1. Firewall Rule Misconfiguration:
   1. The default VPC firewall rules block all inbound traffic.
   2. One needs to verify that no custom firewall rule has been created that inadvertently allows inbound traffic from 0.0.0.0/0 to the VM's internal IP addresses.
   3. Such a rule if present, could unintentionally expose the VMs to external sources.
2. Absence of Load Balancer Security Policies:
   1. While the VMs are shielded behind the external Load Balancer, if there are no Google Cloud Armor policies or Load Balancer security policies applied to the frontend.
   2. The Load Balancer itself could become a potential target for attacks.
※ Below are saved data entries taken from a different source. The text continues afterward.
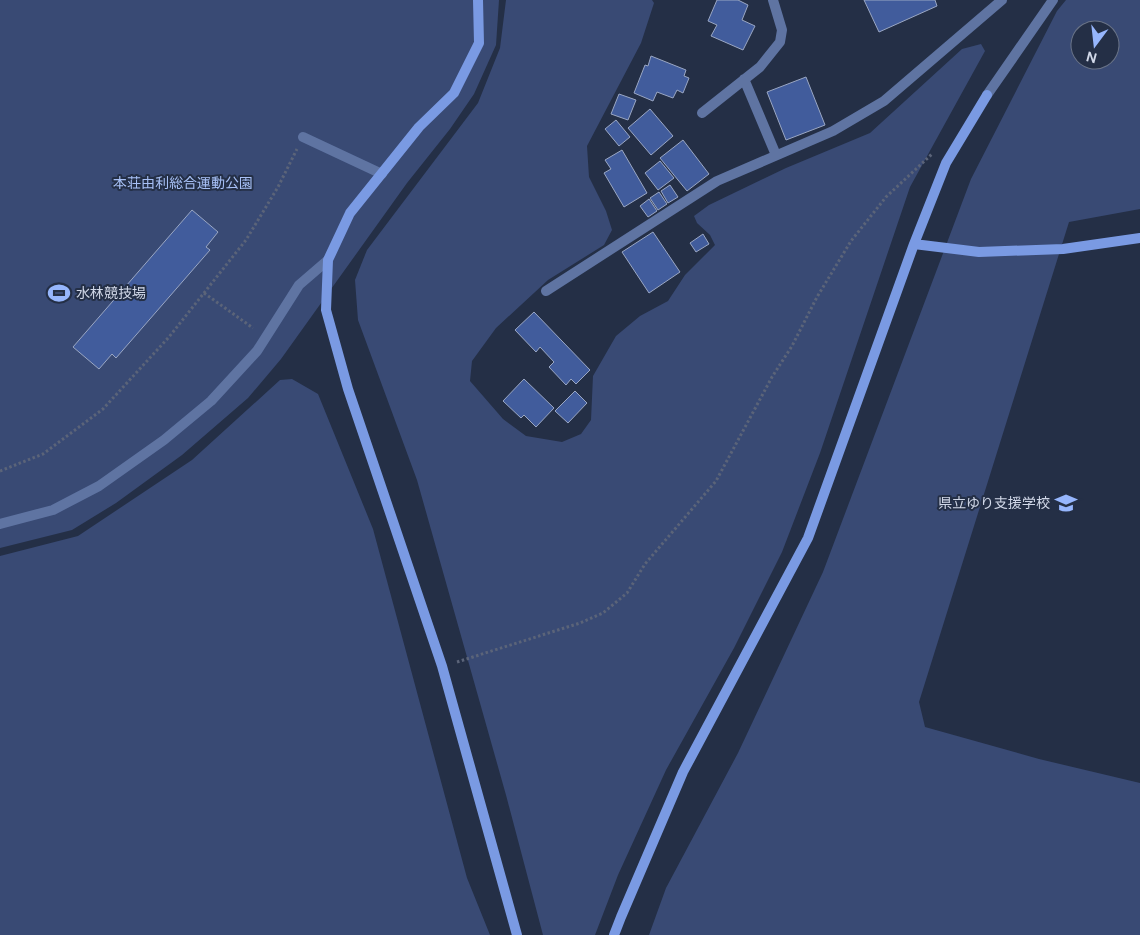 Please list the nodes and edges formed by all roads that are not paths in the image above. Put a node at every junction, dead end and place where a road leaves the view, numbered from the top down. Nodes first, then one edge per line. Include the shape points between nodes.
1 (478, 0) edge
2 (773, 0) edge
3 (1002, 0) edge
4 (1053, 0) edge
5 (744, 79) junction
6 (702, 113) dead end
7 (303, 138) road end
8 (776, 155) junction
9 (382, 174) junction
10 (1140, 238) edge
11 (914, 244) junction
12 (328, 260) junction
13 (546, 291) dead end
14 (0, 524) edge
15 (517, 935) edge
16 (614, 935) edge

1 - 9 street via 479,43 454,93 419,128
2 - 5 street via 782,30 780,42 760,67
3 - 8 street via 884,101 833,131
4 - 11 street via 987,95 946,162
5 - 6 street
5 - 8 street
7 - 9 street
8 - 13 street via 717,180
9 - 12 street via 350,213
10 - 11 street via 1063,249 979,252
11 - 16 street via 808,538 683,772
12 - 14 street via 299,285 257,351 211,401 164,440 99,486 52,510
12 - 15 street via 326,310 346,380 442,666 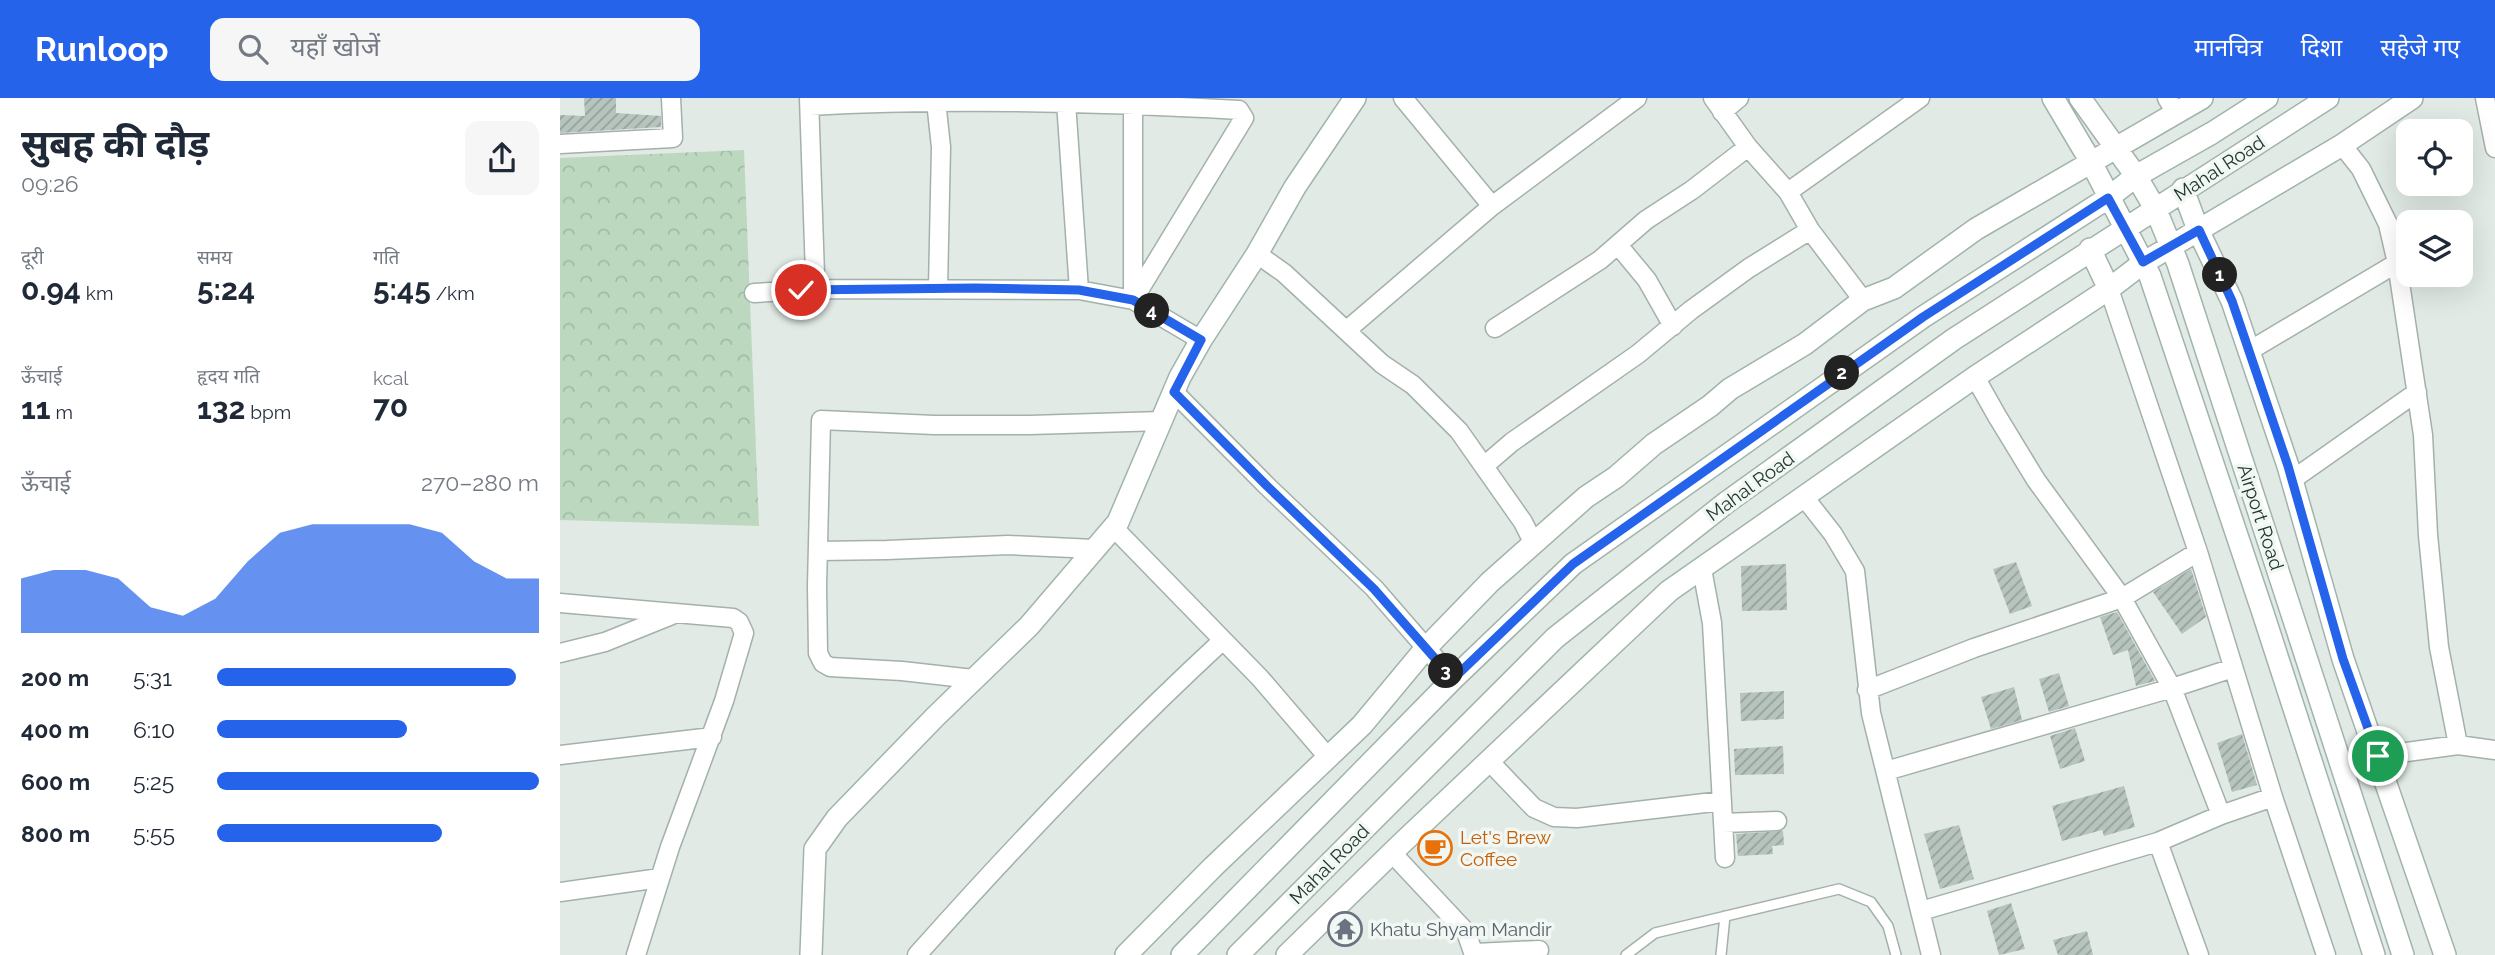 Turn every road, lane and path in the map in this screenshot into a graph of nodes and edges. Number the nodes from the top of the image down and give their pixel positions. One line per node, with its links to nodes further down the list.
1 (671, 98): 20 (street)
2 (1355, 98): 38 (street)
3 (1403, 98): 30 (street)
4 (1637, 98): 30 (street)
5 (1739, 98): 18 (street)
6 (1920, 98): 28 (street)
7 (2053, 98): 25 (street, Airport Road)
8 (2080, 98): 23 (street, Airport Road)
9 (2202, 98): 19 (street)
10 (2267, 98): 26 (street, Mahal Road)
11 (2328, 98): 27 (street, Mahal Road)
12 (2412, 98): 21 (street)
13 (2485, 98): 24 (street)
14 (936, 100): 15 (street); 16 (street); 43 (street)
15 (809, 102): 44 (street)
16 (1066, 102): 17 (street); 46 (street)
17 (1133, 104): 48 (street); 48 (street)
18 (1718, 105): 22 (street)
19 (2171, 106): 23 (street)
20 (560, 144)
21 (2342, 145): 34 (street); 39 (street)
22 (1748, 147): 28 (street); 35 (street)
23 (2115, 148): 25 (street); 26 (street, Airport Road)
24 (2495, 148)
25 (2091, 162): 29 (street, Airport Road); 49 (street)
26 (2136, 176): 29 (street, Mahal Road); 31 (street, Airport Road)
27 (2183, 189): 31 (street, Mahal Road); 34 (street)
28 (1788, 192): 33 (street)
29 (2108, 198): 32 (street, Airport Road); 75 (street, Mahal Road)
30 (1492, 206): 52 (street)
31 (2156, 210): 32 (street, Mahal Road); 36 (street, Airport Road)
32 (2124, 228): 37 (street, Mahal Road); 40 (street, Airport Road)
33 (1810, 230): 49 (street); 50 (street)
34 (2199, 230): 36 (street); 54 (street)
35 (1618, 244): 50 (street); 51 (street)
36 (2171, 245): 40 (street); 115 (street, Airport Road)
37 (2091, 249): 45 (street); 106 (street, Mahal Road)
38 (1257, 254): 52 (street); 53 (street)
39 (2396, 259)
40 (2143, 262): 45 (street); 114 (street, Airport Road)
41 (2396, 264): 54 (street)
42 (2401, 287): 57 (street)
43 (938, 288): 44 (street); 46 (street)
44 (821, 289): 47 (street)
45 (2109, 289): 55 (street); 66 (street)
46 (1079, 290): 48 (street)
47 (754, 293)
48 (1133, 300): 53 (street)
49 (1863, 300): 63 (street)
50 (1673, 326): 59 (street)
51 (1495, 328)
52 (1348, 330): 59 (street)
53 (1201, 340): 56 (street)
54 (2249, 351): 60 (street)
55 (1975, 377): 61 (street); 68 (street)
56 (1174, 392): 58 (street); 72 (street)
57 (2417, 392): 60 (street); 80 (street)
58 (1161, 421): 62 (street); 65 (street)
59 (1484, 466): 63 (street)
60 (2292, 480): 84 (street)
61 (1804, 497): 67 (street); 78 (street)
62 (1113, 527): 64 (street); 71 (street)
63 (1533, 542): 72 (street)
64 (1094, 549): 65 (street); 76 (street)
65 (818, 551): 76 (street)
66 (2198, 552): 68 (street); 74 (street)
67 (1702, 569): 85 (street); 88 (street)
68 (2122, 598): 77 (street); 78 (street)
69 (560, 603): 70 (street)
70 (676, 614): 73 (street); 79 (street)
71 (1222, 641): 83 (street); 103 (street)
72 (1426, 648): 75 (street); 83 (street)
73 (560, 653)
74 (2233, 668): 77 (street); 87 (street)
75 (1453, 679): 105 (street, Mahal Road)
76 (973, 680): 102 (street)
77 (2172, 688): 86 (street); 89 (street)
78 (1867, 690): 86 (street)
79 (712, 737): 82 (street); 95 (street)
80 (2458, 745): 81 (street); 84 (street)
81 (2495, 750)
82 (560, 755)
83 (1327, 756): 104 (street)
84 (2378, 756): 116 (street)
85 (1489, 761): 88 (street); 93 (street)
86 (1886, 771): 97 (street)
87 (2273, 797): 89 (street); 113 (street)
88 (1722, 801): 91 (street)
89 (2221, 815): 92 (street)
90 (1777, 821): 91 (street)
91 (1724, 823): 94 (street)
92 (2158, 842): 97 (street); 112 (street)
93 (1392, 853): 100 (street); 107 (street)
94 (1725, 858)
95 (660, 878): 96 (street); 101 (street)
96 (560, 892)
97 (1921, 911): 111 (street)
98 (1726, 916): 108 (lane); 109 (lane); 110 (lane)
99 (1539, 950): 100 (street)
100 (1474, 954)
101 (636, 955)
102 (811, 955)
103 (917, 955)
104 (1126, 955)
105 (1182, 955)
106 (1238, 955)
107 (1287, 955)
108 (1626, 955)
109 (1721, 955)
110 (1896, 955)
111 (1931, 955)
112 (2199, 955)
113 (2326, 955)
114 (2374, 955)
115 (2403, 955)
116 (2445, 955)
   3. Although the VMs would still not be directly exposed, the absence of such protection could lead to security vulnerabilities at the entry point.

Recommendations:

1. According to the recommendations provided for the policy, a firewall rule should be added to the 'VPC network details' to deny access from 0.0.0.0/0.
2. If there are alternate routes or entry points into the VPC that bypass the Global Load Balancer, traffic may be entering through these paths.
3. Examine other network components such as additional firewalls, security groups and routing rules to confirm there are no alternative paths for traffic ingress.
4. According to the Policy Recommendation for Remediation, it is essential to remove unrestricted access (0.0.0.0/0) in the firewall rules configuration.